The gap between northern and southern Italy is historic. According to Eurostat, for example, in 2022, in three Italian regions in the south of the country, Calabria, Sicily and Campania, less than half of the active population had a job. In Sicily and Campania more than 15% of young people have left school early. The difference is graphic if you compare the northern end and the southern end of the country. In 2019, for example, in the province of Milan, the GDP per capita was around 55,800 euros, data similar to those of Iceland, while in the province of Agrigento, in Sicily, it was barely they reached 15,700 euros, figures similar to those in Albania. For this reason, they believe that with autonomy what will happen in practice is that the State will have fewer resources to spend on the territories that need it most.
“They know perfectly well that we, in the south, are currently not able to manage certain competencies when there are already problems at present. Therefore, the result is only that the differences between the north and the south of the country will increase.

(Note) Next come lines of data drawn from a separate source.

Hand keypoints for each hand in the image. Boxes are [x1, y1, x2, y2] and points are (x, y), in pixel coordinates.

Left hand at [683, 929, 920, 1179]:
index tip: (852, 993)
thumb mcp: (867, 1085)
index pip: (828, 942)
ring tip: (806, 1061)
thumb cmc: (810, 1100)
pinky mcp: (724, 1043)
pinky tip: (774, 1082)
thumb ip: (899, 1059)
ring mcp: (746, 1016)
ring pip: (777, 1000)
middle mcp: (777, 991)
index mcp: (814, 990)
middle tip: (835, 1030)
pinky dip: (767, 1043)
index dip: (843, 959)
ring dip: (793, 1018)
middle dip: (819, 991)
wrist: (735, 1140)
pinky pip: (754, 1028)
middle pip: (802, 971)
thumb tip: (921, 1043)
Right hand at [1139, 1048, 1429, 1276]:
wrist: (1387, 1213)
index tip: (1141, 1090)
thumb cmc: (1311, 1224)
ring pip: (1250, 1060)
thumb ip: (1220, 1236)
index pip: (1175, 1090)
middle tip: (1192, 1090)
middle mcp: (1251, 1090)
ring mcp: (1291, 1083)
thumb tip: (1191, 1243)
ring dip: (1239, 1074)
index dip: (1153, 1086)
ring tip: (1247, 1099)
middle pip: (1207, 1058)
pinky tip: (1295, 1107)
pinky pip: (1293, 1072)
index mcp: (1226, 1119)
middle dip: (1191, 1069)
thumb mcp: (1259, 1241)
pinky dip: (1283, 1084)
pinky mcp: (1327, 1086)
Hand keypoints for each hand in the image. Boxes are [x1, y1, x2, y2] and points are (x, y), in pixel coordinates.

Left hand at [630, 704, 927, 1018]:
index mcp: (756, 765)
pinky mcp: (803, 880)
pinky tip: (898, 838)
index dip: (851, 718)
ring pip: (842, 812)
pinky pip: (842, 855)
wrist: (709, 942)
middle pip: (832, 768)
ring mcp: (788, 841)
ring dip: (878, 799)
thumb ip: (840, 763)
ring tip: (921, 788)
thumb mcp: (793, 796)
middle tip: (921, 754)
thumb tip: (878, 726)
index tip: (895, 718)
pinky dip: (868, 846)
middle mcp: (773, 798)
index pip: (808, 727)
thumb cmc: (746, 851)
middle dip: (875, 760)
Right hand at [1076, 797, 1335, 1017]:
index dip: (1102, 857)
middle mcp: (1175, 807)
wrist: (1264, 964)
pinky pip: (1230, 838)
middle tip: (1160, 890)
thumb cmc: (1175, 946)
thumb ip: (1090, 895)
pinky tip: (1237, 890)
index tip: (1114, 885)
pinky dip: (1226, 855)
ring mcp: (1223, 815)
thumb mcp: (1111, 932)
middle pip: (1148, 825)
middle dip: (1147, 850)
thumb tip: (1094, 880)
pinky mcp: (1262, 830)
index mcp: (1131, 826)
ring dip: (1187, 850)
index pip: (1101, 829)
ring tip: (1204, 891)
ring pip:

In Campania, for example, we have fewer hospitals and worse structures, and even in this we will not have equal conditions”, laments Angelo Forgione, a historian specializing in the defense of Italian southernism, while sipping a coffee in the central Piazza Cavour of the Campanian capital.
The question now is whether the revolt started by De Luca will be able to convince Meloni to slow down his intentions. “Perhaps it is the first time that the entire south has come together for a political issue,” Forgione points out. In Naples, they are pessimistic. “Since the unification of Italy we have not counted at all. Nor will we count at all now”, laments Gennaro Rottello from Sanità.